Named joint coordinates
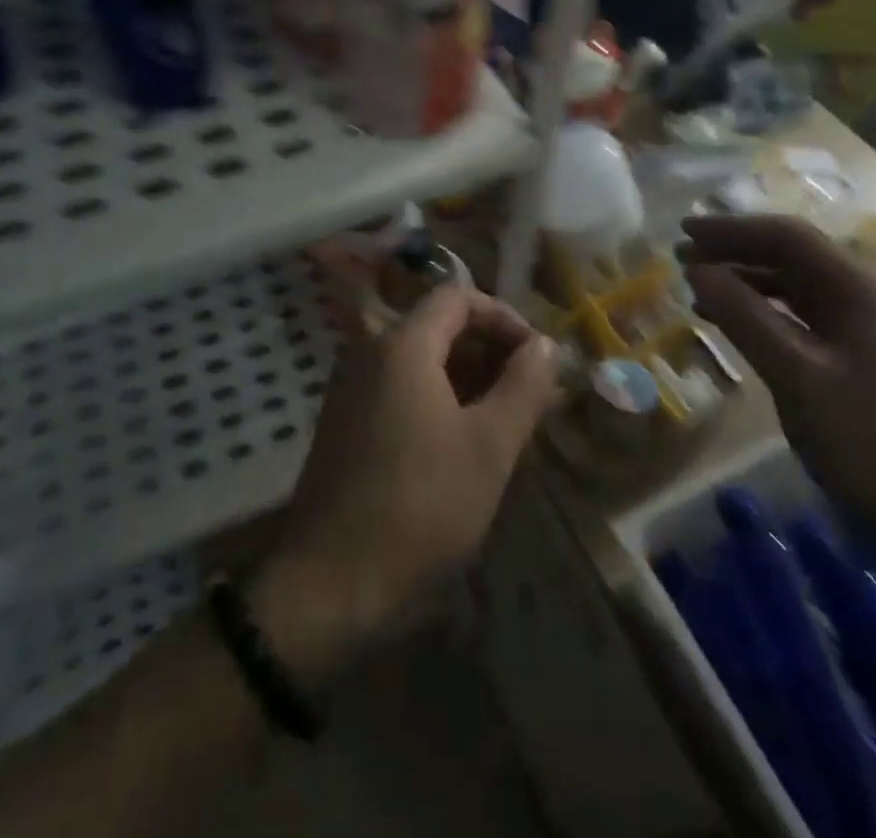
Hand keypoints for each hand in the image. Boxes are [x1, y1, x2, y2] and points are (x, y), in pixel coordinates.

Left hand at [253, 287, 560, 681]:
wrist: (331, 578)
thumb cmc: (421, 504)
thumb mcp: (489, 445)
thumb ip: (523, 385)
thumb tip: (543, 344)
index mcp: (401, 344)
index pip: (457, 296)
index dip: (503, 316)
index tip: (536, 355)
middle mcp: (369, 351)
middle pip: (438, 327)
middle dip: (490, 353)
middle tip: (531, 396)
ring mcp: (351, 386)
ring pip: (421, 362)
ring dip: (468, 380)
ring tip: (508, 423)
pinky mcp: (344, 419)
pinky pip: (399, 389)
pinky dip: (437, 400)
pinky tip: (464, 444)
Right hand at [679, 215, 875, 558]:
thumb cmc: (872, 445)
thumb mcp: (797, 377)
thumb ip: (745, 317)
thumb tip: (697, 270)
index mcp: (863, 293)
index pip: (789, 238)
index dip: (732, 230)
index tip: (683, 233)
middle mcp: (868, 301)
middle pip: (793, 258)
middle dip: (735, 253)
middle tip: (682, 260)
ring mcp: (868, 332)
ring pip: (796, 289)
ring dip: (746, 283)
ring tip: (699, 292)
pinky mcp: (862, 362)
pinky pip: (803, 320)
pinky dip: (763, 315)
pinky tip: (735, 327)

:: PROMPT ::
Make a list of all lines in the data that contain "hand".

:: SOLUTION FOR THIS PROBLEM ::
Hand keypoints for each hand in the image. Boxes are [x1, y1, x2, y2] and points are (x, y), in pixel coordinates.
Left hand at [253, 287, 560, 681]:
Right hand at [679, 215, 875, 558]:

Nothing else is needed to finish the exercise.